The Hitchhiker's guide to the Galaxy is known far and wide for its completeness of its knowledge of the times. The times, however, tend to have problems themselves. This has been proven on countless occasions in history; embarrassingly false assumptions become fact, although their accuracy is only questioned eons later.
For example, several million years ago, the galaxy was once believed to be three-dimensional. Based on purely optical observations, this made sense. Eventually, though, the idea was questioned, but those who did question it were severely punished. Finally, an explorer named Waet de Goug proposed that by sailing a starship in all directions at once, he would wind up at the point he started at, thus proving the galaxy had more than three dimensions. His experiment was funded by the queen of the nearby planet Eldomen.

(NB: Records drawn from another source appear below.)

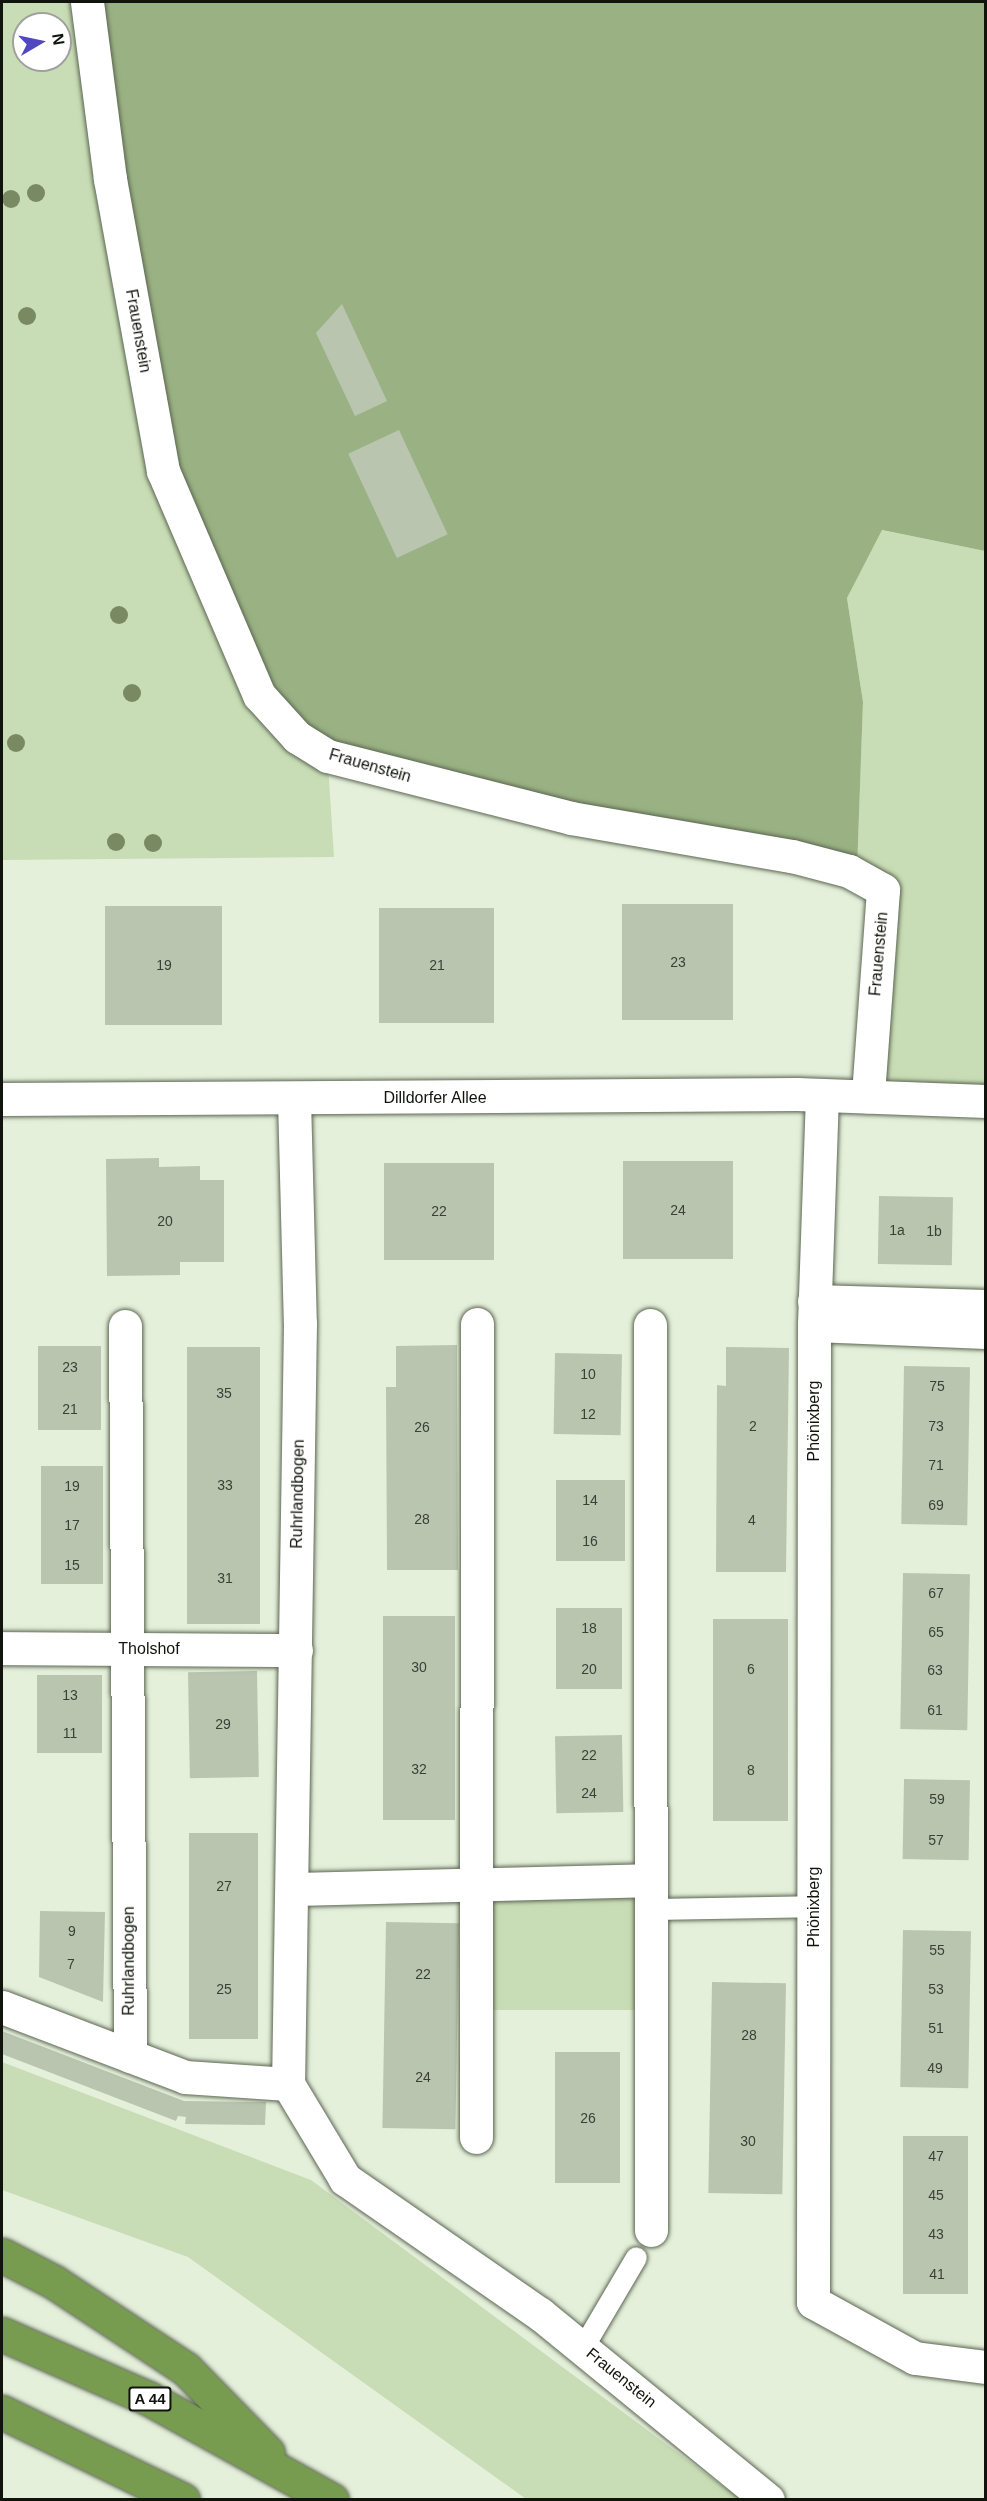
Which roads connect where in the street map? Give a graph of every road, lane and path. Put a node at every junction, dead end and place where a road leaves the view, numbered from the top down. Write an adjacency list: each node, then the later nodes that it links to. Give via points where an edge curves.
1 (87, 2): 3 (street, Frauenstein, via 110,179 164,471 259,695 297,737 328,756 571,818 792,856 849,871 883,890)
2 (822, 1095): 3 (street, Dilldorfer Allee); 5 (street, Dilldorfer Allee); 8 (street, Phönixberg)
3 (868, 1096): 6 (street)
4 (2, 1099): 5 (street, Dilldorfer Allee)
5 (294, 1099): 15 (street, Ruhrlandbogen, via 300,1323)
6 (986, 1101)
7 (986, 1306): 8 (street)
8 (814, 1313): 12 (street); 19 (street, Phönixberg)
9 (477, 1324): 16 (street)
10 (650, 1325): 18 (street)
11 (126, 1326): 14 (street, Ruhrlandbogen)
12 (986, 1332)
13 (2, 1648): 14 (street, Tholshof)
14 (128, 1648): 15 (street, Tholshof); 21 (street, Ruhrlandbogen)
15 (296, 1650): 17 (street, Ruhrlandbogen)
16 (477, 1882): 17 (street); 18 (street); 23 (street)
17 (292, 1889): 22 (street, Ruhrlandbogen)
18 (650, 1894): 19 (lane); 24 (street)
19 (814, 1906): 28 (street, Phönixberg, via 813,2302 915,2358)
20 (2, 2007): 21 (street)
21 (129, 2056): 22 (street, via 185,2077)
22 (288, 2084): 27 (street, Frauenstein, via 345,2179)
23 (477, 2137)
24 (644, 2244): 27 (lane)
25 (2, 2255): 30 (highway, via 54,2282 186,2368)
26 (2, 2334): 30 (highway, A 44, via 148,2398)
27 (583, 2347): 33 (street, Frauenstein)
28 (986, 2367)
29 (2, 2412): 31 (highway)
30 (292, 2477): 32 (highway, A 44)
31 (183, 2499)
32 (332, 2499)
33 (768, 2499)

It took several months for Waet to mathematically derive how to sail in all directions at once. Finally, when he thought he had reached his calculatory destination, Waet disappeared and wound up not at the point he started at, but at a new point halfway across the galaxy. Today that point is home to a corrupt planet, but that has little to do with Waet discovering it.
Although Waet's experiment was technically a failure, he did prove his idea. By figuring out how to sail in all directions at once, and traveling to a new point using none of the three dimensions that the people of the time knew of, he had shown the galaxy had more than three dimensions, and also that it was much bigger than previously conceived.
Today, schoolchildren learn the story of Waet de Goug in galactic history class on most planets. It is now common knowledge that the galaxy has an uncountable number of unseen dimensions. But, we must not forget the ignorance of the past.